# Lecture 8, Optimality conditions

Now we will move to studying constrained optimizaton problems i.e., the full problem
$$
\begin{align} \
\min \quad &f(x)\\
\text{s.t.} \quad & g_j(x) \geq 0\text{ for all }j=1,\ldots,J\\
& h_k(x) = 0\text{ for all }k=1,\ldots,K\\
&x\in \mathbb R^n.
\end{align}
$$

In order to identify which points are optimal, we want to define similar conditions as there are for unconstrained problems through the gradient:

>If $x$ is a  local optimum to function $f$, then $\nabla f(x)=0$.

Since, if $\nabla f(x)d<0$, **then** $d$ is a descent direction, the following theorem follows easily.

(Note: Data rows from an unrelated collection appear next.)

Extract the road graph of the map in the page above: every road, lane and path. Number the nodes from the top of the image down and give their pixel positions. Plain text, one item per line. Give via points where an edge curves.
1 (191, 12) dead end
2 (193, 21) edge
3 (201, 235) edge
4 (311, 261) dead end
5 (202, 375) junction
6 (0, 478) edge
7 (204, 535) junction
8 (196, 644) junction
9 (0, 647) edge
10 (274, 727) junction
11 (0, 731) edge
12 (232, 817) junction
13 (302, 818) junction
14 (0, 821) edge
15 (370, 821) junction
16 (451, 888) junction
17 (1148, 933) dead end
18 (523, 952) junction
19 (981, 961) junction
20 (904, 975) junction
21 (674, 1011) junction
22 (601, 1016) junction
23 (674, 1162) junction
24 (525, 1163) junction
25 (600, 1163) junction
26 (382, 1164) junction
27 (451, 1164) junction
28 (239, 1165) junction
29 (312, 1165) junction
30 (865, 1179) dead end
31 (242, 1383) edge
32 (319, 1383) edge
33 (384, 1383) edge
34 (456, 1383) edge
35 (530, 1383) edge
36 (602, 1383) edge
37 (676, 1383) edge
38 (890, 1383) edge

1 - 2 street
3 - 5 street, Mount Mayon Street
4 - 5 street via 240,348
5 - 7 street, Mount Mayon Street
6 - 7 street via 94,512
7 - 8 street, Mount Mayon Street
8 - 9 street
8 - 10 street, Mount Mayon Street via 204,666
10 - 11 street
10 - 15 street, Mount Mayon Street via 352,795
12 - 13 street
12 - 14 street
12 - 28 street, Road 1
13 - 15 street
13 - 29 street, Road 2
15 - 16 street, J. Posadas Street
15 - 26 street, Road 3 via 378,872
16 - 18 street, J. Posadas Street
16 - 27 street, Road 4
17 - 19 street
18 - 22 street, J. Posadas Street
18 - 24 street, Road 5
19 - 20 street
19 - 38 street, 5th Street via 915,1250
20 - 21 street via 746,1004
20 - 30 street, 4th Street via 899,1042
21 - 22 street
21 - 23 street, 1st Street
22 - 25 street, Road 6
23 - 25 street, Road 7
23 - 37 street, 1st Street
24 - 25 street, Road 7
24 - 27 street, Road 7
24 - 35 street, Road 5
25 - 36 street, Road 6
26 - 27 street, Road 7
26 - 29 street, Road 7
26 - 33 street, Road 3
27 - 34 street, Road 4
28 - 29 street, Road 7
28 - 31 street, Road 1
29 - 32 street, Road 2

**Theorem:** Consider an optimization problem
$$
\begin{align}
\min &\  f(x)\\
\text{s.t. }&\ x\in S
\end{align}
$$
and let $x^*\in S$. Now, if $x^*$ is a local minimizer, then $\{d\in B(0,1):\nabla f(x^*)d<0 \}\cap D$ is empty.

## KKT conditions


Unfortunately, the set $D$ is not easily explicitly modelled. Thus, we need to develop  methods for explicitly defining the set $D$ or even better the set $\{d\in B(0,1):\nabla f(x^*)d<0 \}\cap D$. This is done through the KKT conditions:

**Theorem (Kuhn-Tucker Necessary Conditions)** Let $x^**$ be a local minimum for problem
$$
$$
\begin{align} \
\min \quad &f(x)\\
\text{s.t.} \quad & g_j(x) \geq 0\text{ for all }j=1,\ldots,J\\
& h_k(x) = 0\text{ for all }k=1,\ldots,K\\
&x\in \mathbb R^n.
\end{align}
$$
$$

and assume that $x^*$ is regular. Then there exists unique Lagrance multiplier vectors $\lambda^* = (\lambda^*_1,\ldots,\lambda_J^*)$ and $\mu^*=(\mu_1^*,\ldots,\mu_K^*)$ such that
$$
\begin{align}
&\nabla_xL(x,\lambda,\mu) = 0\\
&\mu_j^*\geq0,\text{ for all }j=1,\ldots,J\\
&\mu_j^*=0,\text{for all }j\in A(x^*),
\end{align}
$$
where $$L(x,\lambda,\mu) = f(x)+\sum_{j=1}^J\lambda_jh_j(x) + \sum_{k=1}^K\mu_kg_k(x)$$ and $A(x^*)$ is the set of active constraints at $x^*$. If in addition $f$, $h$ and $g$ are twice continuously differentiable, it holds that
$$
yH_{x}L(x^*,\lambda^*,\mu^*)y\geq0, \text{ for all }y\in V(x^*),
$$
where 
$$
V(x^*) = \{y:\nabla h_j(x^*)'y=0, \text{ for all }j=1,\ldots,J, \text{ and }\nabla g_k(x^*)'y=0, \text{ for all }j\in A(x^*).
$$

**Example (page 285, Bertsekas: Nonlinear Programming)** Consider the optimizaiton problem
$$
\begin{align}
\min &\qquad \frac12 (x_1^2+x^2_2+x^2_3)\\
\text{s.t}&\qquad x_1+x_2+x_3\geq 0.
\end{align}
$$
Let us verify the Kuhn-Tucker necessary conditions for the local optimum $x^*=(-1,-1,-1)$.

In [76]:
def f(x):
    return 0.5*sum([i**2 for i in x])
def g(x):
    return 3-sum(x)
def h(x):
    return 0*sum(x)

In [77]:
import numpy as np
import ad
def grad_x_L(x,lambda_,mu,f,g,h):
    return ad.gh(f)[0](x)+lambda_*np.array(ad.gh(h)[0](x))+mu*np.array(ad.gh(g)[0](x))

In [78]:
import ad
mu = 1
lambda_ = 10 #Does not play a role. Think why?
x_opt = [-1,-1,-1]


print grad_x_L(x_opt,lambda_,mu,f,g,h)

print g(x_opt)

[-2. -2. -2.]
6